# Human pose images with coordinates
● ● ●

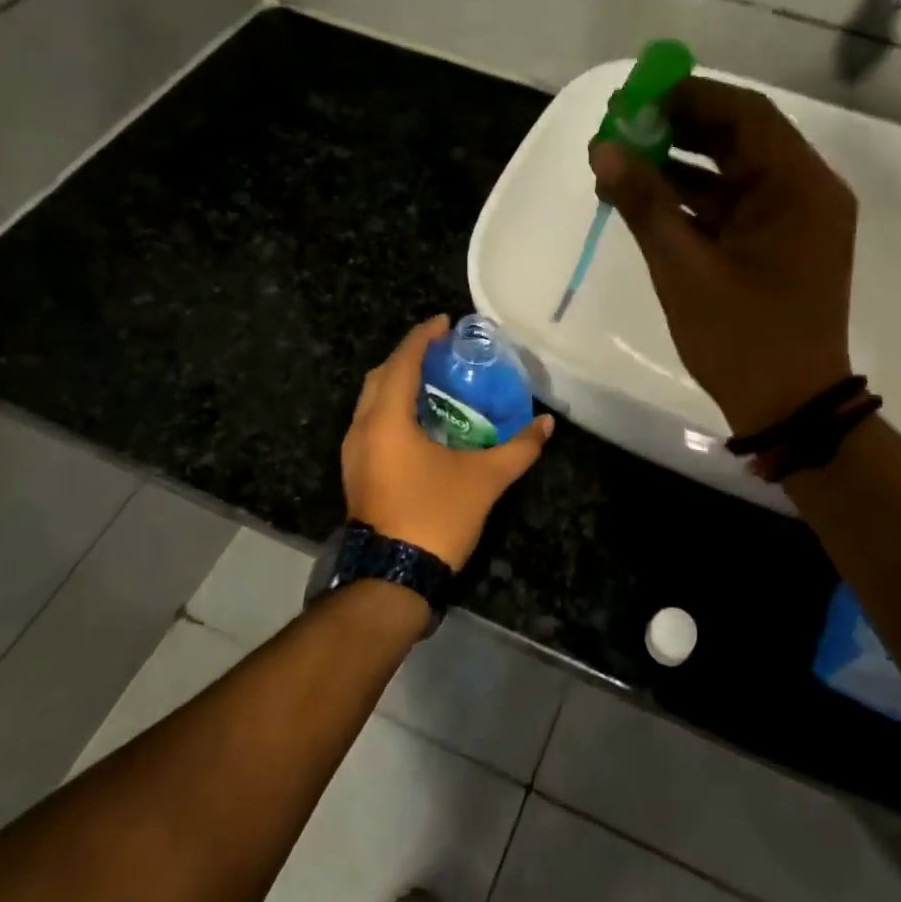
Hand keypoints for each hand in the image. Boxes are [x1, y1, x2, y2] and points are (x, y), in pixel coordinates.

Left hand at [341, 317, 553, 569]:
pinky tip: (420, 421)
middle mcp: (362, 429)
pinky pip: (371, 422)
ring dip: (398, 383)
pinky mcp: (357, 472)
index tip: (444, 322)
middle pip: (380, 376)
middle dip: (408, 357)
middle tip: (441, 351)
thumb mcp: (484, 479)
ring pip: (371, 401)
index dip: (422, 338)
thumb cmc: (435, 517)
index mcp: (387, 420)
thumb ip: (518, 448)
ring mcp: (354, 453)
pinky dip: (392, 408)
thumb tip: (547, 424)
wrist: (392, 579)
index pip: (402, 362)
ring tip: (433, 380)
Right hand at [592, 77, 856, 436]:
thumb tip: (604, 149)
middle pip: (740, 137)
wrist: (790, 408)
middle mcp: (807, 191)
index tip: (634, 96)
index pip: (745, 114)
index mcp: (799, 187)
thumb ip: (644, 202)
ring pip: (734, 170)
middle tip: (622, 124)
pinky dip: (694, 197)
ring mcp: (796, 219)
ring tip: (621, 159)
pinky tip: (645, 197)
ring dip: (681, 162)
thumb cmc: (742, 339)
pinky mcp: (781, 243)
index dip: (687, 96)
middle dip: (679, 126)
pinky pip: (735, 203)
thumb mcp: (684, 269)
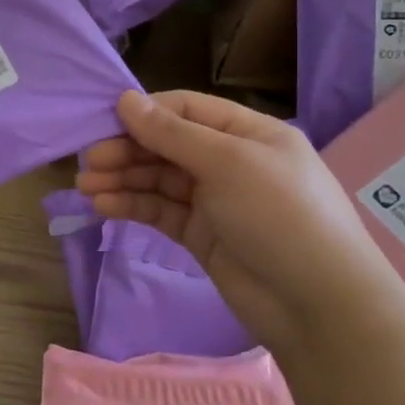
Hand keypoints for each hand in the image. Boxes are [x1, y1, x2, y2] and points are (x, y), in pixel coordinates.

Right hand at [77, 90, 404, 348]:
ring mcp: (215, 200)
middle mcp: (230, 161)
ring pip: (159, 179)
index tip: (104, 122)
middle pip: (167, 144)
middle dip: (127, 150)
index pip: (186, 109)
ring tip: (85, 187)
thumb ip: (172, 133)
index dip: (145, 112)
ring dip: (122, 179)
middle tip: (89, 162)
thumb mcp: (227, 163)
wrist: (318, 306)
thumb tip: (125, 98)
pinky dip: (132, 206)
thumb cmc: (279, 216)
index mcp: (248, 133)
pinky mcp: (201, 235)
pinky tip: (103, 206)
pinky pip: (160, 211)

● ● ●

For this exercise, transcribe the data above line by line, exactly, with pictures omitted.

Hand keypoints for each hand in the image. Boxes are [x1, y1, x2, y2] and points are (x, y), in pixel coordinates.

Left hand at [341, 317, 553, 569]:
pinky tip: (420, 421)
middle mcp: (362, 429)
pinky pip: (371, 422)
ring dip: (398, 383)
pinky mcp: (357, 472)
index tip: (444, 322)
middle pip: (380, 376)
middle dip: (408, 357)
middle tip: (441, 351)
thumb mcp: (484, 479)
ring pip: (371, 401)
index dip: (422, 338)
thumb cmc: (435, 517)
index mcp: (387, 420)
thumb ip: (518, 448)
ring mcp: (354, 453)
pinky dip: (392, 408)
thumb tip: (547, 424)
wrist: (392, 579)
index pip: (402, 362)
ring tip: (433, 380)
Right hand at [592, 77, 856, 436]:
thumb tip: (604, 149)
middle pip: (740, 137)
wrist: (790, 408)
middle mcp: (807, 191)
index tip: (634, 96)
index pip: (745, 114)
index mcp: (799, 187)
thumb ip: (644, 202)
ring pip: (734, 170)
middle tip: (622, 124)
pinky dip: (694, 197)
ring mcp: (796, 219)
ring tip: (621, 159)
pinky tip: (645, 197)
ring dip: (681, 162)
thumb cmc: (742, 339)
pinky mcp: (781, 243)
index dip: (687, 96)
middle dip: (679, 126)
pinky pip: (735, 203)
thumb mcp: (684, 269)
Hand keypoints for each hand in the image. Boxes are [x1, y1, x2, y2] and points are (x, y), in pixel coordinates.

Right hand at [77, 90, 404, 348]:
ring mcp: (215, 200)
middle mcp: (230, 161)
ring pip: (159, 179)
index tip: (104, 122)
middle pip: (167, 144)
middle dip: (127, 150)
index pip: (186, 109)
ring tip: (85, 187)
thumb ip: (172, 133)
index dip: (145, 112)
ring dip: (122, 179)
middle tip: (89, 162)
thumb mcp: (227, 163)
wrist: (318, 306)
thumb tip: (125, 98)
pinky dip: (132, 206)
thumb cmc: (279, 216)
index mcp: (248, 133)
pinky mcp: (201, 235)
pinky tip: (103, 206)
pinky pip: (160, 211)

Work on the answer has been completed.